[Per-instance keypoint data]
════════════════════
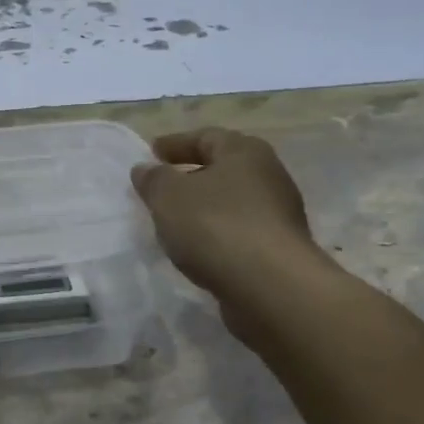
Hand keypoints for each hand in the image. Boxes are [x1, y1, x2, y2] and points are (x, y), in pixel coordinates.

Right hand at [130, 129, 325, 302]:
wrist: (270, 286)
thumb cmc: (215, 225)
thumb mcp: (168, 196)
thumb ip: (153, 179)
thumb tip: (145, 169)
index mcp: (244, 152)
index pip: (206, 137)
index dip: (176, 143)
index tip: (151, 153)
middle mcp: (268, 176)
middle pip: (223, 170)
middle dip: (191, 177)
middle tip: (161, 188)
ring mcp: (277, 215)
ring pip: (231, 204)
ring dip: (203, 209)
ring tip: (173, 223)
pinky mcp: (277, 250)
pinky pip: (238, 233)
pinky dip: (216, 235)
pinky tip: (196, 250)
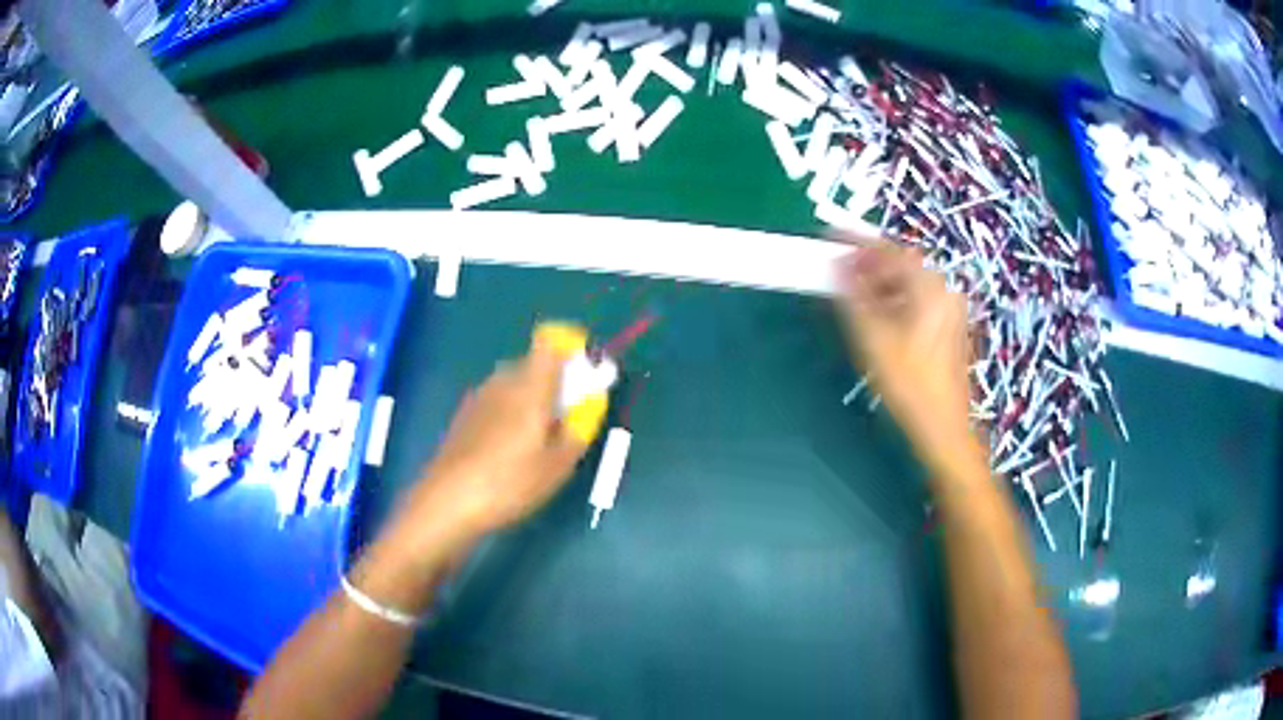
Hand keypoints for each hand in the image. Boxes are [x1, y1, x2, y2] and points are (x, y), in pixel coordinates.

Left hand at [400, 328, 590, 548]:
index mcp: (530, 386)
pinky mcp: (464, 415)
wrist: (447, 501)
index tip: (585, 372)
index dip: (569, 347)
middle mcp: (503, 381)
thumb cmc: (510, 482)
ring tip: (541, 437)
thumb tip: (588, 405)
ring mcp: (479, 397)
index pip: (549, 342)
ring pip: (514, 383)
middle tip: (569, 415)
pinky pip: (497, 400)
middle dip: (556, 380)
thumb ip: (579, 429)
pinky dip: (511, 411)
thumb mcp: (558, 465)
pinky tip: (511, 448)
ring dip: (532, 397)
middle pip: (534, 363)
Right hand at [834, 233, 974, 467]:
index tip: (830, 236)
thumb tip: (838, 266)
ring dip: (880, 282)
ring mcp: (950, 308)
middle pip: (901, 264)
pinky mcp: (948, 325)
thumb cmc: (909, 384)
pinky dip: (894, 298)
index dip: (857, 242)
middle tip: (838, 267)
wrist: (943, 426)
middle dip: (868, 263)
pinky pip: (917, 299)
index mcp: (930, 287)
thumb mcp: (873, 339)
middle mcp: (944, 290)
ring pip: (909, 282)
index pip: (889, 251)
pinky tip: (876, 312)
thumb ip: (853, 296)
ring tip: (851, 291)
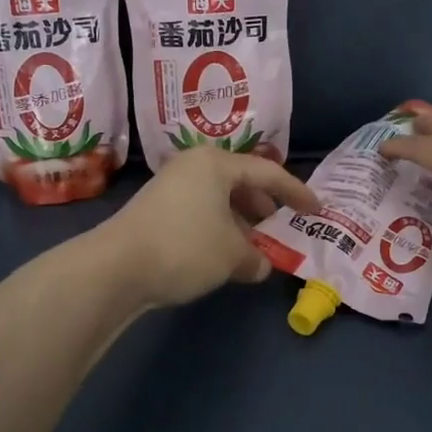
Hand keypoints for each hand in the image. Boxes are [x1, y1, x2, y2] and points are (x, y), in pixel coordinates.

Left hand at [96, 147, 319, 307]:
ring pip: (219, 201)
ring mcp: (170, 187)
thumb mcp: (232, 255)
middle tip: (281, 230)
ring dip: (241, 224)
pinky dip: (218, 230)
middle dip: (264, 209)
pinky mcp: (155, 210)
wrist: (116, 267)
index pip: (268, 173)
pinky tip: (223, 256)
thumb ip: (256, 258)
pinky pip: (200, 213)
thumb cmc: (186, 247)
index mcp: (216, 164)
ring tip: (255, 250)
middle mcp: (193, 167)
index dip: (296, 192)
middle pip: (241, 183)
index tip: (316, 209)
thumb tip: (261, 266)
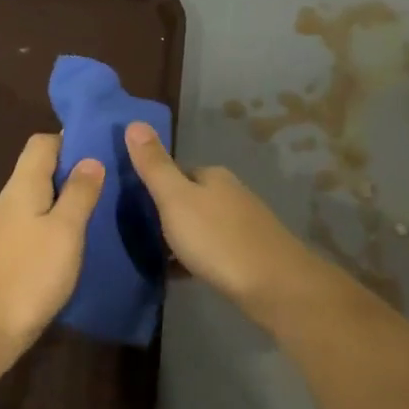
════════════════════
- **Task to carry out**
Starting from the first line of the entries above, print each line exactly until the line containing "index pip: (549, 342)" has been printed, and skip the pictures.

- **Response for this exercise**
Hand keypoints for each hand in the image. Boxes are [x1, y1, x2, y2] and points are (x, y), in pixel coordinates.

Right hand at [130, 129, 325, 302]:
wrist: (270, 286)
thumb cmc: (215, 225)
thumb mcp: (168, 196)
thumb ip: (153, 179)
thumb tip: (145, 169)
index mcp: (244, 152)
index pip: (206, 137)
index dip: (176, 143)
index tip: (151, 153)
middle mcp: (268, 176)
middle pip: (223, 170)
middle dip: (191, 177)
middle tip: (161, 188)
ring mcp: (277, 215)
ring pip: (231, 204)
ring dip: (203, 209)
ring tip: (173, 223)
pinky mcp: (277, 250)
pinky pip: (238, 233)
pinky dip: (216, 235)
pinky tip: (196, 250)
Hand keypoints for each hand in the image. Boxes are [x1, y1, x2, y2] and points are (x, y), in pixel coordinates.

Left hand at [400, 328, 590, 548]:
index mcp: (530, 386)
pinky mcp: (464, 415)
wrist: (447, 501)
index tip: (585, 372)
index dip: (569, 347)
middle mcp: (503, 381)
thumb cmc: (510, 482)
ring tip: (541, 437)
thumb tip: (588, 405)
ring mcp: (479, 397)
index pip: (549, 342)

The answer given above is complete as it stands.